White House: Biden ‘looks forward’ to speaking with Netanyahu soon

PM Benjamin Netanyahu (l) and U.S. President Joe Biden (Flash90/AP/Carolyn Kaster)

The lack of a call from the president to Israel’s leader has been a source of growing concern.

By David Isaac, World Israel News

President Joe Biden “looks forward” to a call with Israel’s prime minister, White House press secretary Jen Psaki said at a briefing on Thursday.

“The president looks forward to speaking with Prime Minister Netanyahu. He’s obviously somebody that he has a long-standing relationship with,” Psaki said.

The lack of a call from the president to Israel’s leader has been a source of growing concern within Israel and among its supporters in the U.S., especially as “Presidents Barack Obama and Donald Trump both spoke to him within days of taking office,” Reuters reports.

“Obviously there’s an important relationship that the United States has with Israel on the security front and as a key partner in the region,” Psaki said. “He’ll be talking with him soon – I don’t have a specific date or time for you on that call yet.”
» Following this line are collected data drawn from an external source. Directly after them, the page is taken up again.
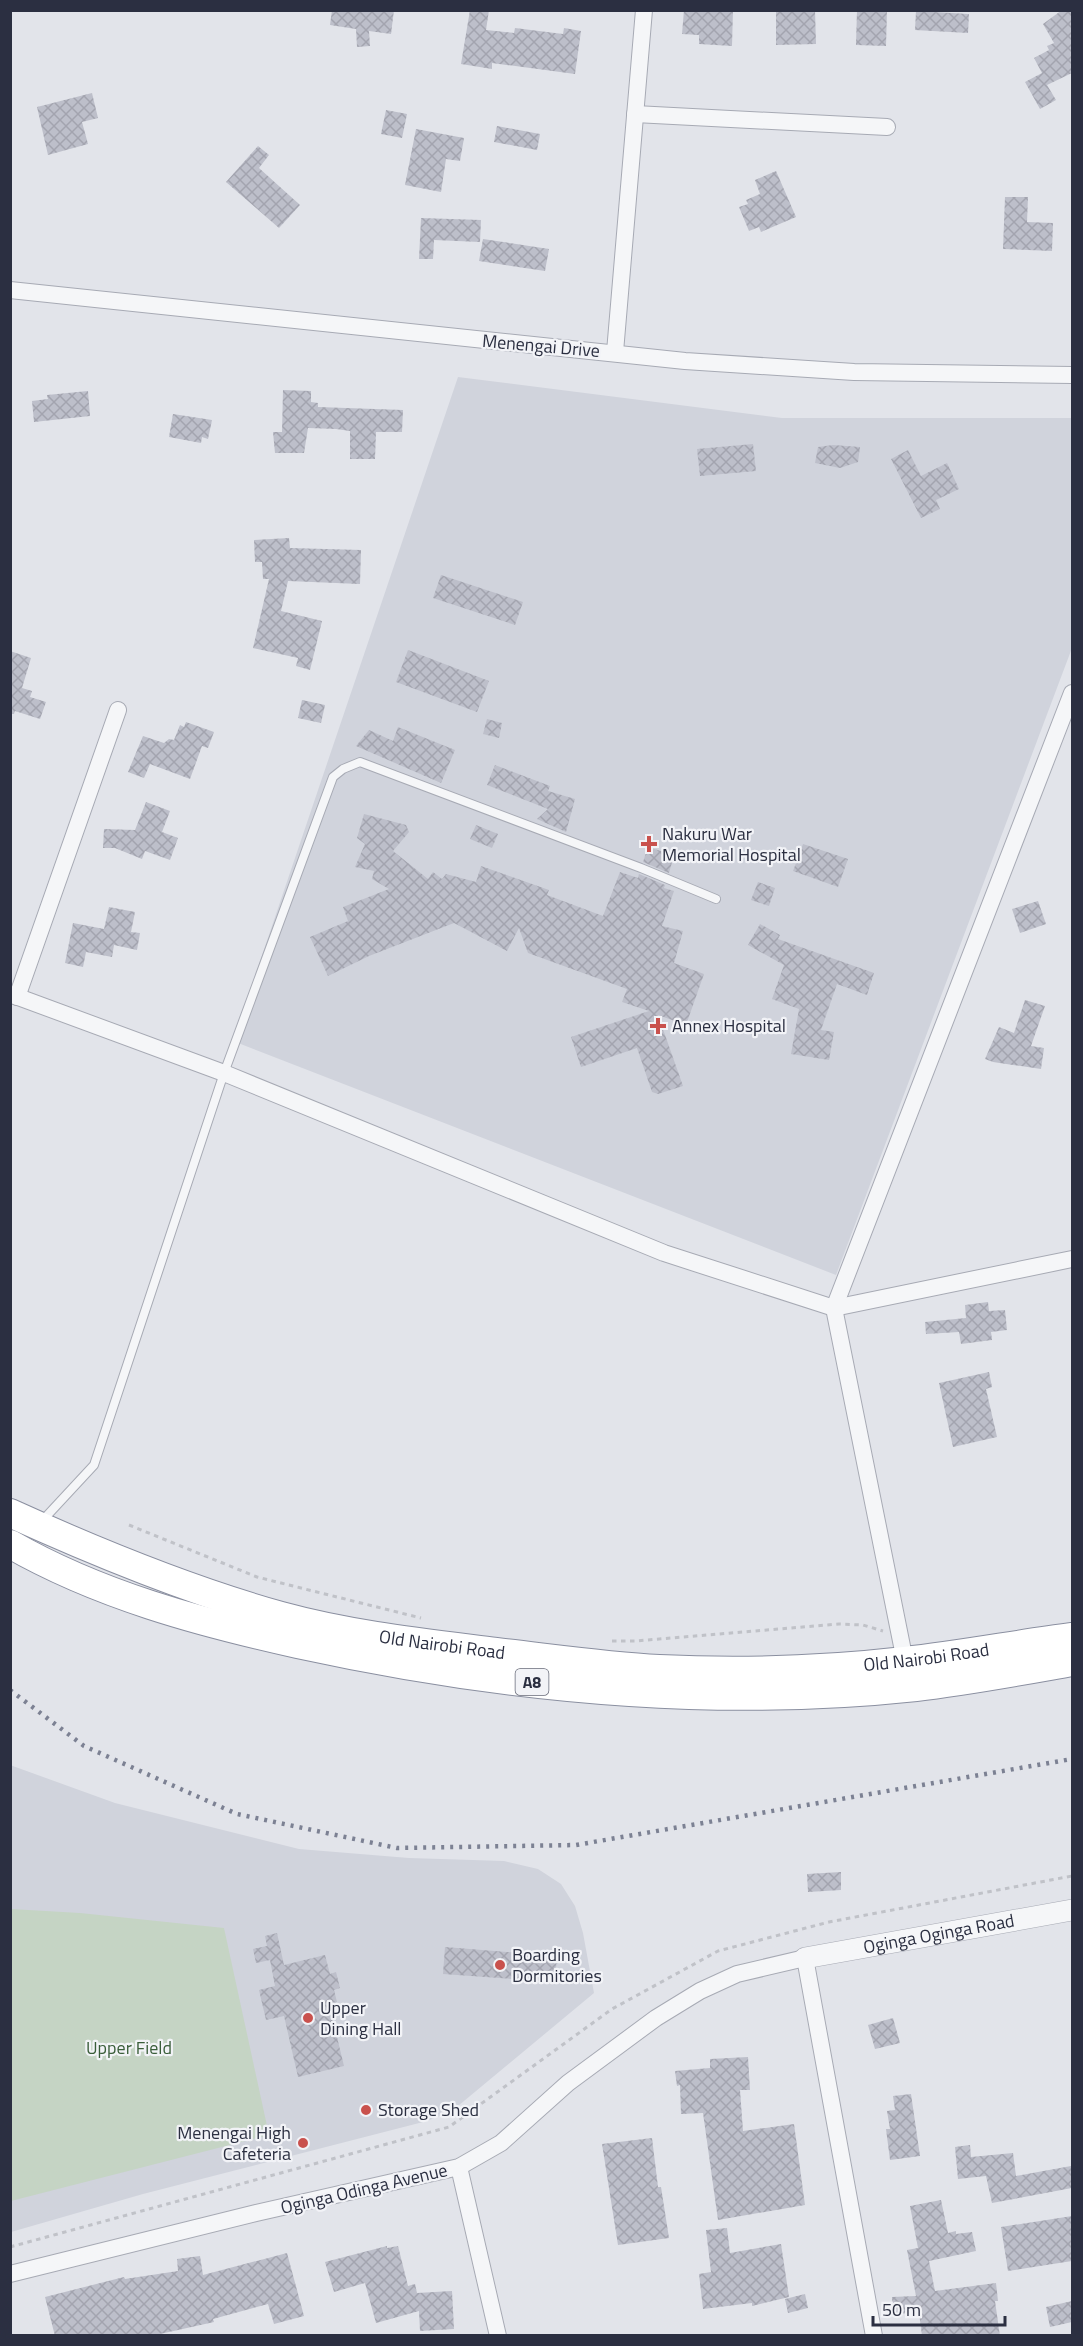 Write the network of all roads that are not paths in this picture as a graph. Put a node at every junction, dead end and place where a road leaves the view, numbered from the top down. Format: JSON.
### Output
{"nodes":[{"id":1,"x":644,"y":10,"type":"edge"},
{"id":2,"x":635,"y":114,"type":"junction"},
{"id":3,"x":887,"y":127,"type":"dead end"},
{"id":4,"x":10,"y":290,"type":"edge"},
{"id":5,"x":615,"y":352,"type":"junction"},
{"id":6,"x":1072,"y":375,"type":"edge"},
{"id":7,"x":1072,"y":693,"type":"edge"},
{"id":8,"x":118,"y":710,"type":"dead end"},
{"id":9,"x":716,"y":899,"type":"dead end"},
{"id":10,"x":14,"y":995,"type":"edge"},
{"id":11,"x":224,"y":1073,"type":"junction"},
{"id":12,"x":1072,"y":1259,"type":"edge"},
{"id":13,"x":834,"y":1308,"type":"junction"},
{"id":14,"x":10,"y":1513,"type":"edge"},
{"id":15,"x":38,"y":1526,"type":"junction"},
{"id":16,"x":10,"y":1545,"type":"edge"},
{"id":17,"x":1072,"y":1636,"type":"edge"},
{"id":18,"x":904,"y":1661,"type":"junction"},
{"id":19,"x":1072,"y":1662,"type":"edge"},
{"id":20,"x":1072,"y":1910,"type":"edge"},
{"id":21,"x":805,"y":1958,"type":"junction"},
{"id":22,"x":459,"y":2167,"type":"junction"},
{"id":23,"x":10,"y":2274,"type":"edge"},
{"id":24,"x":498,"y":2336,"type":"edge"},
{"id":25,"x":873,"y":2336,"type":"edge"}],
"edges":[{"from":1,"to":2,"type":"street"},
{"from":2,"to":3,"type":"street"},
{"from":2,"to":5,"type":"street"},
{"from":4,"to":5,"type":"street","name":"Menengai Drive"},
{"from":5,"to":6,"type":"street","name":"Menengai Drive"},
{"from":7,"to":13,"type":"street"},
{"from":8,"to":10,"type":"street"},
{"from":9,"to":11,"type":"lane"},
{"from":10,"to":11,"type":"street"},
{"from":11,"to":13,"type":"street"},
{"from":11,"to":15,"type":"lane"},
{"from":12,"to":13,"type":"street"},
{"from":13,"to":18,"type":"street"},
{"from":14,"to":15,"type":"highway","name":"Old Nairobi Road","number":"A8"},
{"from":15,"to":18,"type":"highway","name":"Old Nairobi Road","number":"A8"},
{"from":16,"to":19,"type":"highway","name":"Old Nairobi Road","number":"A8"},
{"from":17,"to":18,"type":"highway","name":"Old Nairobi Road","number":"A8"},
{"from":20,"to":21,"type":"street","name":"Oginga Oginga Road"},
{"from":21,"to":22,"type":"street","name":"Oginga Odinga Avenue"},
{"from":21,"to":25,"type":"street"},
{"from":22,"to":23,"type":"street","name":"Oginga Odinga Avenue"},
{"from":22,"to":24,"type":"street"}]}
Netanyahu, who called Biden to congratulate him on his victory shortly after the election but hasn’t spoken with him since, has downplayed the lack of communication. “I have known Joe Biden for almost 40 years, and he’s my personal friend,” Netanyahu told Israel’s Channel 20 on Wednesday.

Open channels of communication are more important to Israel than the U.S. at the moment as Israel is eager to influence Biden’s policy regarding Iran. Biden made it a campaign pledge to reenter the 2015 nuclear deal that was brokered when he was vice president under Obama. Israel considered the deal a disaster and one which would pave the way for the Islamic state to obtain nuclear weapons.

Israel enjoyed a warm relationship with the U.S. under the Trump administration, which saw eye-to-eye on the Iran deal and much else. Trump pulled out of that deal in 2018.

However, there are indications that the two countries may be on course to return to the chilly relations that existed during the Obama administration, which ended at a low point when in 2016 it abstained at the UN Security Council on an anti-Israel resolution demanding the Jewish State “immediately and completely cease all settlement activities in the occupied Palestinian territory, including East Jerusalem.”

Critics point to worrying signs that the 2016 low point the Obama administration left off at may just be the starting point for the Biden administration. They note in particular Biden’s staff picks, including anti-Israel activists Maher Bitar as senior director of intelligence at the National Security Council and Hady Amr as deputy assistant secretary of state for Israel-Palestine.

Also on the team are Robert Malley, who is the new American envoy to Iran and has a history of criticizing Israel, and Samantha Power, who will head the US Agency for International Development (USAID). Power played a key role in orchestrating the abstention on the 2016 UN resolution when she served as U.S. ambassador to the world body.

In a particularly harsh assessment, Alex Joffe of the Begin-Sadat Centre for Strategic Studies at Bar-Ilan University has concluded that the Biden administration will adopt a “blatant and two-faced” approach to Israel, which he describes as “classic Obama,” promoting “ample rhetorical support for Israel” to appease American Jews, while implementing “policies that affect Israel negatively.”